Robustness of solutions in game theory : Values and strategies in partially observable, perturbed, stochastic, and infinite games

Game Theory is the mathematical formalization of social dynamics - systems where agents interact over time and the evolution of the state of the system depends on the decisions of every player. This thesis takes the perspective of a single player and focuses on what they can guarantee in the worst case over the behavior of other players. In other words, we consider that the objective of every other player in the game is exactly the opposite to the player. We focus on sustained interactions over time, where the players repeatedly obtain quantitative rewards over time, and they are interested in maximizing their long-term performance. Formally, this thesis focuses on zero-sum games with the liminf average objective.
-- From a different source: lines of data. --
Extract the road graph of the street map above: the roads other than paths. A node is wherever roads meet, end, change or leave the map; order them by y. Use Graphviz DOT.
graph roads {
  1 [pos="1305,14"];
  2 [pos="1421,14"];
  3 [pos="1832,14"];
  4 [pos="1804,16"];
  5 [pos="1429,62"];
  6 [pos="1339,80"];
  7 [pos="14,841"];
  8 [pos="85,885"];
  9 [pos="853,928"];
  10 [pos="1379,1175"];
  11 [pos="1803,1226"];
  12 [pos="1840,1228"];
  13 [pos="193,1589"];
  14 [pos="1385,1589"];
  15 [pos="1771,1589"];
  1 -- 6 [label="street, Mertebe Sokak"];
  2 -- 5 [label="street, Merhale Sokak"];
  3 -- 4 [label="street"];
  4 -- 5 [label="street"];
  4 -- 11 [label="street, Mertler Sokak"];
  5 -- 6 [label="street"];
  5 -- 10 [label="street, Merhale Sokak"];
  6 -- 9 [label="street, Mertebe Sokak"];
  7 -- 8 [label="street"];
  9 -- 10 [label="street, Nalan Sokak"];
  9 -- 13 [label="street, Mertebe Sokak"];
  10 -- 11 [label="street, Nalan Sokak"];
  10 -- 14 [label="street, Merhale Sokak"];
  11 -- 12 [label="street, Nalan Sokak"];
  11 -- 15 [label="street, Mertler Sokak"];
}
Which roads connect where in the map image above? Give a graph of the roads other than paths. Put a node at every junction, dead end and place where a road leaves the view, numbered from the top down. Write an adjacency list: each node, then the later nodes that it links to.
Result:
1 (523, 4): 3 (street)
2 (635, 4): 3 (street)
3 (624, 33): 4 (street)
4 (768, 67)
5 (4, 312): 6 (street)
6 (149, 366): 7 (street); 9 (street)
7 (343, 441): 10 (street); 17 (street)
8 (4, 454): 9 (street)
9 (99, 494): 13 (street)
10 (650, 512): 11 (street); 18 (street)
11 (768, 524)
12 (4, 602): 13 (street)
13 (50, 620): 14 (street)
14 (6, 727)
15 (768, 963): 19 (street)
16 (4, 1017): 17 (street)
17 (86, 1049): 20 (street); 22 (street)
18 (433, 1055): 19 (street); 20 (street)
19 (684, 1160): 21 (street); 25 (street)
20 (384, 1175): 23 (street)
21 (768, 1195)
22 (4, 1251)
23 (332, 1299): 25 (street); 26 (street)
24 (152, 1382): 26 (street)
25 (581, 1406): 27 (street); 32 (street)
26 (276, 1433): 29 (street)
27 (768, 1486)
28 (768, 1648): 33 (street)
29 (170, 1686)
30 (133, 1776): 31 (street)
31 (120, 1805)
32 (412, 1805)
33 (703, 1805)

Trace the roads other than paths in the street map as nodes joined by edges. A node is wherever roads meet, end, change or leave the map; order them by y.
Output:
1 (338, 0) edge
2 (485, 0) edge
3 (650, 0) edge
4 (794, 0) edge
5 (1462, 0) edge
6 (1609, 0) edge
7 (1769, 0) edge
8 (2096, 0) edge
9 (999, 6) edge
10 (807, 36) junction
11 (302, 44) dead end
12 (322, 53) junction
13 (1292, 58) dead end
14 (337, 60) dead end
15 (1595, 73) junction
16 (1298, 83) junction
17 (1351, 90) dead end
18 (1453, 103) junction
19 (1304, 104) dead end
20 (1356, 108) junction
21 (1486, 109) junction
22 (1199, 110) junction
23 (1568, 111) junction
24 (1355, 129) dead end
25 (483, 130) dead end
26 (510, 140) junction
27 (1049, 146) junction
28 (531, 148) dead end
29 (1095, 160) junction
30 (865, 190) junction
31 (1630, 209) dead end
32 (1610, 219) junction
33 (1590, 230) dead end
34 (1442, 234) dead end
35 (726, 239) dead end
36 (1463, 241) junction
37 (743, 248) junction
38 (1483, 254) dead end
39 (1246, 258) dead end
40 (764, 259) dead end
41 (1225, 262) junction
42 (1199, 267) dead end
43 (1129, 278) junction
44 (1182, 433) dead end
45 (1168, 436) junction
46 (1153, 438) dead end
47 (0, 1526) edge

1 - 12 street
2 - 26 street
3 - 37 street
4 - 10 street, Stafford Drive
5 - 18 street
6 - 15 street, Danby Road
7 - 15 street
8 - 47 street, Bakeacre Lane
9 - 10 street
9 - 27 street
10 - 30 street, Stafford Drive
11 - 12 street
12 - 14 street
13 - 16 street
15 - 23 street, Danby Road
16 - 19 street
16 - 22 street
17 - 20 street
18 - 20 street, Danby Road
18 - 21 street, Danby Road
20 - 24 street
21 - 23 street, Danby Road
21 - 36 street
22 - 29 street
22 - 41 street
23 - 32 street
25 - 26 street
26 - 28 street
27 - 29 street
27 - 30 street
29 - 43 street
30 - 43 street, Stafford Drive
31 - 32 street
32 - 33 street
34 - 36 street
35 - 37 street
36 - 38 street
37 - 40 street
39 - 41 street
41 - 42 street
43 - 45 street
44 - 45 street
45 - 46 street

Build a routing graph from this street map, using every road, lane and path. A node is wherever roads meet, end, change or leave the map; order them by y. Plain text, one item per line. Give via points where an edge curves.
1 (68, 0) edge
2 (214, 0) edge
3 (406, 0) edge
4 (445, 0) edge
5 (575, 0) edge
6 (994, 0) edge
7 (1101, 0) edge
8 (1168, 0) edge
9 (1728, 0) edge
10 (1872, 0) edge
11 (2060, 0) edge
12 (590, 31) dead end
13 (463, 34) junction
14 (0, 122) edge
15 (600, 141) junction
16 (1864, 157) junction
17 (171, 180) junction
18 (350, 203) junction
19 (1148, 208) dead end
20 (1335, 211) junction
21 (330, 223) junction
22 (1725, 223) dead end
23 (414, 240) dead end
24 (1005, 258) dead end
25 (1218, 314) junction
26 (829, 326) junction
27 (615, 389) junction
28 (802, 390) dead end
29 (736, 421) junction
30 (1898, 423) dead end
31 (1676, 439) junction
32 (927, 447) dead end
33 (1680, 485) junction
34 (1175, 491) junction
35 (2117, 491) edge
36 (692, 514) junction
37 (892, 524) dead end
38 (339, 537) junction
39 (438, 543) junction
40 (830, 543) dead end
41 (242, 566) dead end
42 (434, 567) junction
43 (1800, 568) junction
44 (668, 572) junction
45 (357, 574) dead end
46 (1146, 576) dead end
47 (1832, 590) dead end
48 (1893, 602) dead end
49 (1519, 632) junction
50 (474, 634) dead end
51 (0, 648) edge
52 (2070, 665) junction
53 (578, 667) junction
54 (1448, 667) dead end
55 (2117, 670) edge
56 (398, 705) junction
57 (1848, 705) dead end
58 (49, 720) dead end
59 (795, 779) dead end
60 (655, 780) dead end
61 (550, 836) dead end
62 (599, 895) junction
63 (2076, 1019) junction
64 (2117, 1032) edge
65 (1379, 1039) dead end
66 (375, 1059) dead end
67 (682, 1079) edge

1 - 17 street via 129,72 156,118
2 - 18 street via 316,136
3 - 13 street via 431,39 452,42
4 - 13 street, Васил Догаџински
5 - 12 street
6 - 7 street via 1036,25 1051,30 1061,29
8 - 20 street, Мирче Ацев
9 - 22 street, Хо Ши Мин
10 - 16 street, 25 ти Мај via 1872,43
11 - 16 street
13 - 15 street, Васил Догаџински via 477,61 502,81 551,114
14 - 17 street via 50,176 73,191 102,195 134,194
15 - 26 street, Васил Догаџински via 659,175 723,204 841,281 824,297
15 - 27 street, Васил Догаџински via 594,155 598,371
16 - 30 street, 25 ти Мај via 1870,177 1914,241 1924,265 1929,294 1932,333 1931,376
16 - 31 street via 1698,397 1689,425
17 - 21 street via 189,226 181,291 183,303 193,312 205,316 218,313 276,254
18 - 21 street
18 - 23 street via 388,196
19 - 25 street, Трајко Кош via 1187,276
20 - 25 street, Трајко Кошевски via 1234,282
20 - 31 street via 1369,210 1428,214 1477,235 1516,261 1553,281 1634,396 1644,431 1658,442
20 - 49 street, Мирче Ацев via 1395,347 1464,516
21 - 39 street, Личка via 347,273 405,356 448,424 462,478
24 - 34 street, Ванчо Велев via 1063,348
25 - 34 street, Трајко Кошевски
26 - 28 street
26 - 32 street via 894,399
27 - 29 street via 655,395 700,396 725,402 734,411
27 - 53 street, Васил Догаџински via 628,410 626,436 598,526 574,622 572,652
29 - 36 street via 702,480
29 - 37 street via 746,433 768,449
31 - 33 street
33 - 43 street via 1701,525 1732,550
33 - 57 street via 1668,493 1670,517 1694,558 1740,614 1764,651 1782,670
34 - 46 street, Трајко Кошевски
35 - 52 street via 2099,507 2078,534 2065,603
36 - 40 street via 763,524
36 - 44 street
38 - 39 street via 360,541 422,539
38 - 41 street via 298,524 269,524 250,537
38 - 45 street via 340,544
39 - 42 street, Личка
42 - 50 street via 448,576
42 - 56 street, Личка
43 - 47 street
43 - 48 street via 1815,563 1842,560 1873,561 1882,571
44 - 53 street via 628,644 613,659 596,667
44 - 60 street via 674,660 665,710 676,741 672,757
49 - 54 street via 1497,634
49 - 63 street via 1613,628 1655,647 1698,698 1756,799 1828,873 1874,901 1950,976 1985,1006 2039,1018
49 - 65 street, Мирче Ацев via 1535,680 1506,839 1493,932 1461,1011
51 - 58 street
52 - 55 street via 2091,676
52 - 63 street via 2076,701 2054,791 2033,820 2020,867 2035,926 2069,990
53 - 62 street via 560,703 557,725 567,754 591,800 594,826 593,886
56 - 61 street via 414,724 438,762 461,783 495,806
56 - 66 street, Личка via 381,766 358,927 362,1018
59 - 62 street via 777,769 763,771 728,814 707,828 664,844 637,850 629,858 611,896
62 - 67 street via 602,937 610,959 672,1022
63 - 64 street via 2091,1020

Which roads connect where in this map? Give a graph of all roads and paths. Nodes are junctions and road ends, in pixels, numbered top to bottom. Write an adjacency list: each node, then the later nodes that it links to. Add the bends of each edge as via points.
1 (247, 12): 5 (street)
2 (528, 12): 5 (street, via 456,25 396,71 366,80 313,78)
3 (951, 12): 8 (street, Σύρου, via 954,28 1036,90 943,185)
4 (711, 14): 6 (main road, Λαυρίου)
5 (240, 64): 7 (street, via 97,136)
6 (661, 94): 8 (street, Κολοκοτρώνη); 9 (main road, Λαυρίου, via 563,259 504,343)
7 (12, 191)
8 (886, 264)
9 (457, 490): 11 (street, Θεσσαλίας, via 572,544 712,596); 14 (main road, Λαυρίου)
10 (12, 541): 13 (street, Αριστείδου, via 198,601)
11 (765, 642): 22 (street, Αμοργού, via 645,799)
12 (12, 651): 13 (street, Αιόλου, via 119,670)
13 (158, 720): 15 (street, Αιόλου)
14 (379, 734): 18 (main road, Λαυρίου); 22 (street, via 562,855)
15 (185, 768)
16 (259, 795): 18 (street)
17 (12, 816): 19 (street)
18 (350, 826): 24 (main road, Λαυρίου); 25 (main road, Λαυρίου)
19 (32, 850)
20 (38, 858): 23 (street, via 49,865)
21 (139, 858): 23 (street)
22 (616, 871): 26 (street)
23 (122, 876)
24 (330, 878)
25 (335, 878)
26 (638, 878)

Two fundamental questions that Game Theory aims to answer are the following. 1. How much can a player guarantee to obtain after the interaction? 2. How to act in order to obtain the previously mentioned guarantee? These questions are formalized by the concepts of "value" and "optimal strategies". We study their properties on games that exhibit one or more of the following properties. 1. Partial Observation: the players can not perfectly observe the current state of the system during the game. We consider the model of (finite) Partially Observable Markov Decision Processes and prove that finite-memory strategies are sufficient to approximately guarantee the value. 2. Perturbed Description: the formal description of the game is perturbed by a small parameter. We consider the model of (finite) Perturbed Matrix Games, and provide algorithms to check various robustness properties and to compute the parameterized value and optimal strategies. 3. Stochastic Transitions: the actions of the players determine the behavior of the evolution of the system, described as a probability distribution over the next state. We consider the model of (finite) Perturbed Stochastic Games and provide formulas for the marginal value. 4. Infinite States: the system can be in infinitely many states. We consider the model of Random Dynamic Games on a class of infinite graphs, prove the existence of the value, and quantify the concentration of finite-horizon values.